■ **What is needed**
Find the string "ياسين" in the listing and report every line that has it.

Start of Block

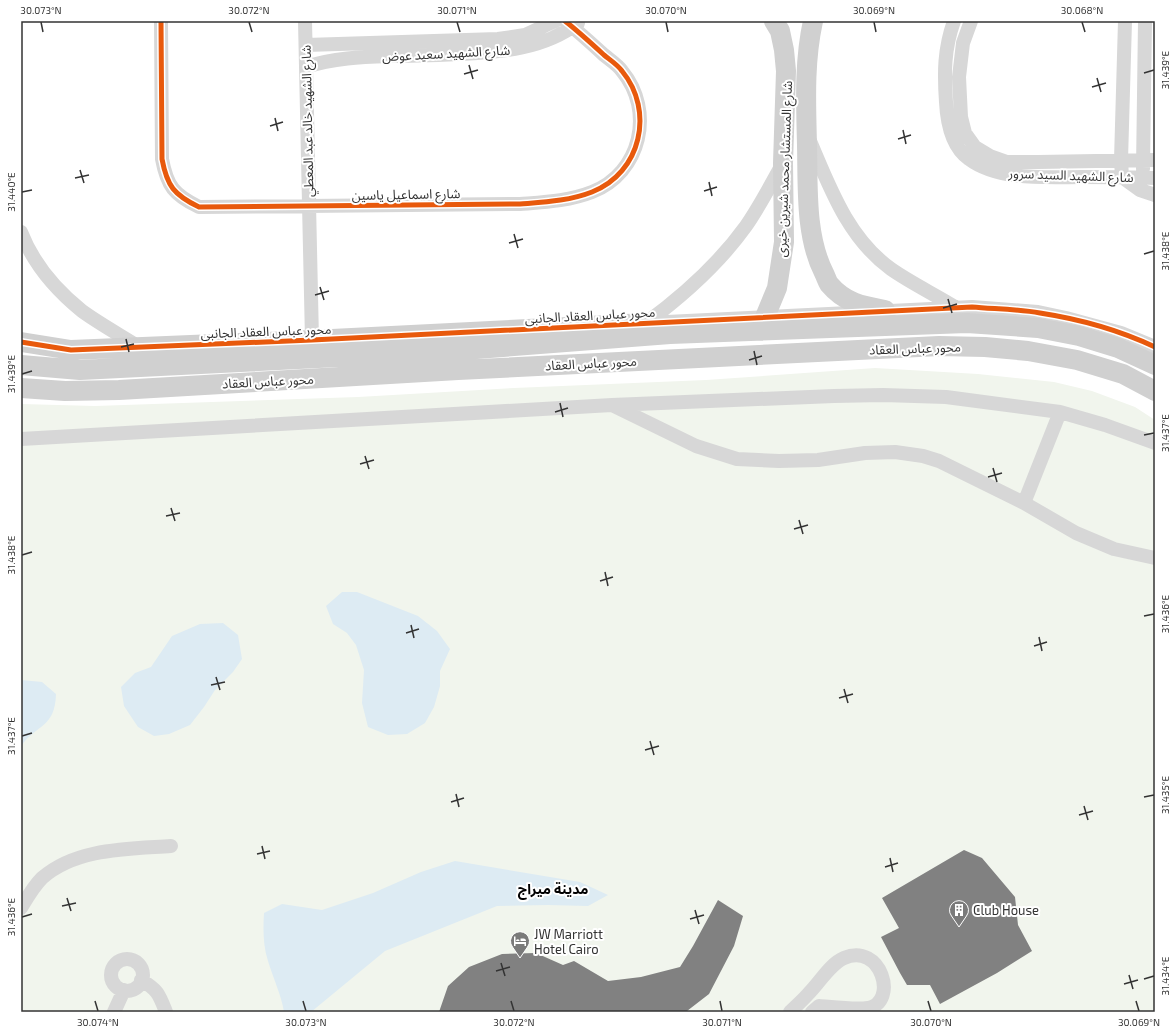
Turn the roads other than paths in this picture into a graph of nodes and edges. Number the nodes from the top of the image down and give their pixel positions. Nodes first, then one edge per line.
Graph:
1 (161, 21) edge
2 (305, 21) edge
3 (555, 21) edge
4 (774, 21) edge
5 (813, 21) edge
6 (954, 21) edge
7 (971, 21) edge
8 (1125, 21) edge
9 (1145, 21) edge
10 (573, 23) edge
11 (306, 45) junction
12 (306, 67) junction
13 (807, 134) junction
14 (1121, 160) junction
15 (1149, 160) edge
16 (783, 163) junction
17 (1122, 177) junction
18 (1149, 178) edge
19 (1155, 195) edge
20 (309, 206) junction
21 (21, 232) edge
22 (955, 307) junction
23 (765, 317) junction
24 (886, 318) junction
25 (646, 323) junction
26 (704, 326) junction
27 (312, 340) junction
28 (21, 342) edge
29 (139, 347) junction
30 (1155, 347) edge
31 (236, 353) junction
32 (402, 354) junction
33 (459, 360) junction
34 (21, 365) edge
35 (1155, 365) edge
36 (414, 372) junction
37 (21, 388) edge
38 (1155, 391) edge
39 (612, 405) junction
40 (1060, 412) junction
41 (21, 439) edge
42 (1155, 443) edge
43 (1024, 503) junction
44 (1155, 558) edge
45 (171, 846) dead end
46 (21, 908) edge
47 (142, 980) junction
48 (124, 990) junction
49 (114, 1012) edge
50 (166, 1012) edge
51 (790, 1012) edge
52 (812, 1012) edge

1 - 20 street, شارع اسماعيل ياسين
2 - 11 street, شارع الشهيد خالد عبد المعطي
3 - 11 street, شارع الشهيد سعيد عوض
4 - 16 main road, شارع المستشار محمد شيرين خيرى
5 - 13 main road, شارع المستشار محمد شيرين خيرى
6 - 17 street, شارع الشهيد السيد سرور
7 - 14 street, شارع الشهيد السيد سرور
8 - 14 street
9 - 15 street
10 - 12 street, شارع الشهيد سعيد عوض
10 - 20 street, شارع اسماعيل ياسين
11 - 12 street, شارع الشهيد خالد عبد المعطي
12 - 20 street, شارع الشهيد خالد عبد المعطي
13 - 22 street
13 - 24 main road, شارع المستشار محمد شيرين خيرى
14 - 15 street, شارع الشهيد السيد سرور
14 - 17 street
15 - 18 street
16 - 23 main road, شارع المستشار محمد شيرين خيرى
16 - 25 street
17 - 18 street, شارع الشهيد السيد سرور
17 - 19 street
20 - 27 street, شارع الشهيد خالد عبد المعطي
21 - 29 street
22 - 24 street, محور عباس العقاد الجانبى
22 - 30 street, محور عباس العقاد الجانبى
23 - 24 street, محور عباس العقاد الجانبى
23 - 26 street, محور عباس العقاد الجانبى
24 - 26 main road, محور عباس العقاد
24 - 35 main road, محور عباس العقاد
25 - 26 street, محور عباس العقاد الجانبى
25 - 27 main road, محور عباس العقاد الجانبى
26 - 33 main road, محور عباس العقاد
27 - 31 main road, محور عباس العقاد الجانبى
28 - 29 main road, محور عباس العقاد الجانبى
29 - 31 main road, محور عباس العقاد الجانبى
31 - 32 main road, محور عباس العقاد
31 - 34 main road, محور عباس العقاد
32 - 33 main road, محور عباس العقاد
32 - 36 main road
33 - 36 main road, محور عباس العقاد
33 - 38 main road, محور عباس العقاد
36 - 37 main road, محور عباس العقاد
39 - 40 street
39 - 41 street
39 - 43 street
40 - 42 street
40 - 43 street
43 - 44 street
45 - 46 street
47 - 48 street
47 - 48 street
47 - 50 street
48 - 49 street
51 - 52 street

End of Block
Start of Block

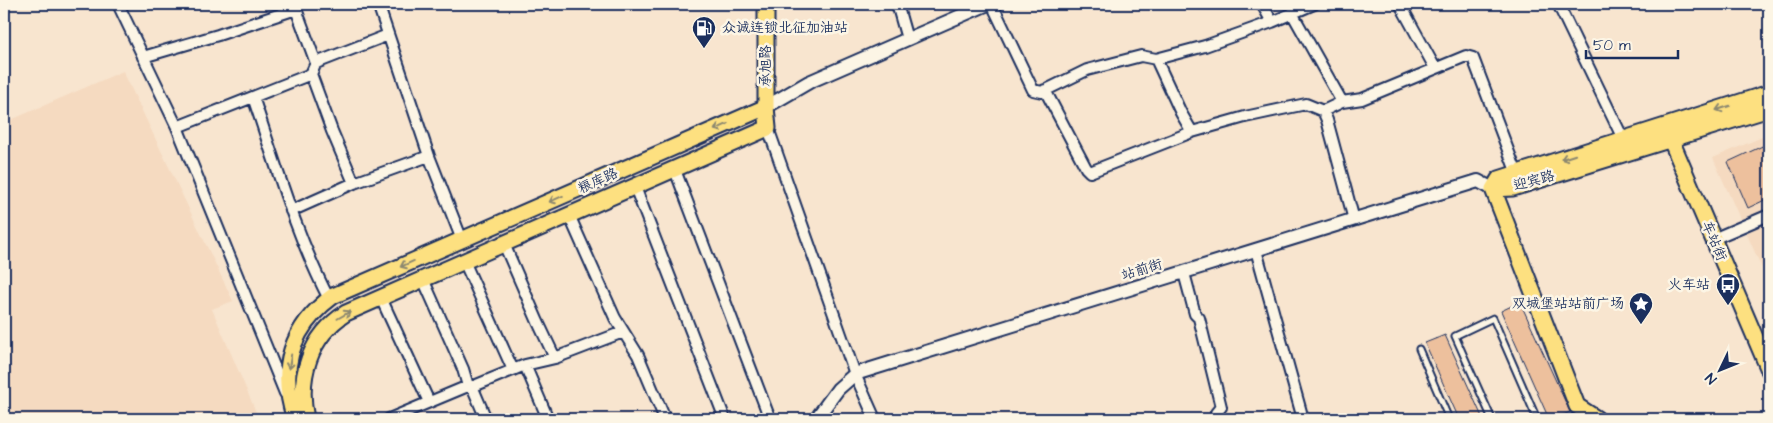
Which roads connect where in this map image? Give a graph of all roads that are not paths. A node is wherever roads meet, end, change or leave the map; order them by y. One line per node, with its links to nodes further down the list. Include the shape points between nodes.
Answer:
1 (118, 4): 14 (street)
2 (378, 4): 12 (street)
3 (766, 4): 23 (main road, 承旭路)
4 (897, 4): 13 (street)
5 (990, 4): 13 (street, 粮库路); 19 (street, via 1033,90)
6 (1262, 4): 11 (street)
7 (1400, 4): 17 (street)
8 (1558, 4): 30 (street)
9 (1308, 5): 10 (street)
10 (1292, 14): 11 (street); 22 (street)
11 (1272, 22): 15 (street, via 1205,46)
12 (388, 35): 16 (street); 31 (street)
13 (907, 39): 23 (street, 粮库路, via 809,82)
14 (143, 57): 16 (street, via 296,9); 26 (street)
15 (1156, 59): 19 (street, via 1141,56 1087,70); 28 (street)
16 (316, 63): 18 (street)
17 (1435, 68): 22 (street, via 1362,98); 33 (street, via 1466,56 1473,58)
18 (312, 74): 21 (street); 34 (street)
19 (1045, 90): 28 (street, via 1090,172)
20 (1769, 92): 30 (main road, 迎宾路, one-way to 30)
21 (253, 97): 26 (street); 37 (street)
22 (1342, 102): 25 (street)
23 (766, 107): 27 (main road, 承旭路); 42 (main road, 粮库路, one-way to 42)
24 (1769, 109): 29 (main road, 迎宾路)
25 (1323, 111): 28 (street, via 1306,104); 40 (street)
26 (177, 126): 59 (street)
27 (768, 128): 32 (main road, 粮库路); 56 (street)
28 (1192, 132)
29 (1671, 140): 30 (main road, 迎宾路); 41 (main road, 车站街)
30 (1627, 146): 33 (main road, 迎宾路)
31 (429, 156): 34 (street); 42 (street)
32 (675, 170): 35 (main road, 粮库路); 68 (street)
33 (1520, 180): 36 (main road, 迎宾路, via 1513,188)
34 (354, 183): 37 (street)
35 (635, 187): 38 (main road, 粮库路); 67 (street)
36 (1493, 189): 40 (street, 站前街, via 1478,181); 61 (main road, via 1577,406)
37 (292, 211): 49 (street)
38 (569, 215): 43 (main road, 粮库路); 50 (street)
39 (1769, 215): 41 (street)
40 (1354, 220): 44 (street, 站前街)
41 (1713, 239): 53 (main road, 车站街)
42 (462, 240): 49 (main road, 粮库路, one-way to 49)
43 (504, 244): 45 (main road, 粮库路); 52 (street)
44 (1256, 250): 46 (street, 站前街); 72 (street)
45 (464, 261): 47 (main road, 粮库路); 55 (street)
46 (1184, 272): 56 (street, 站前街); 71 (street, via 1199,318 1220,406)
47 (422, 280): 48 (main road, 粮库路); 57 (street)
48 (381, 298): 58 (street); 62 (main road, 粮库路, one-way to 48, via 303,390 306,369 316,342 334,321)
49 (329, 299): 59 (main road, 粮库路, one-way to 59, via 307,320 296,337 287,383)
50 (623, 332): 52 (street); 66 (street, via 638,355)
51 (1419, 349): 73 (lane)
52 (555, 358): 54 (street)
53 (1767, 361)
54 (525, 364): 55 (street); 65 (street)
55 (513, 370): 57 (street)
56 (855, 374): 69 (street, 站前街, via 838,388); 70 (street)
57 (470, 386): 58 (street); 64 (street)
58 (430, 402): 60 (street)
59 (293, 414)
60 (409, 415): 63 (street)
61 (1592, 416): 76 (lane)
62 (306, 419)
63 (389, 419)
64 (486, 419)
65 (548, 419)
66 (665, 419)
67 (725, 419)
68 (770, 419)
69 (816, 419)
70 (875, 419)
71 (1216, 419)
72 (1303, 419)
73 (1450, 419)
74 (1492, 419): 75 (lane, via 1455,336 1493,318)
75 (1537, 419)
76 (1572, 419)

End of Block

■ **Solution to this exercise**
1 - 20 street, شارع اسماعيل ياسين
10 - 20 street, شارع اسماعيل ياسين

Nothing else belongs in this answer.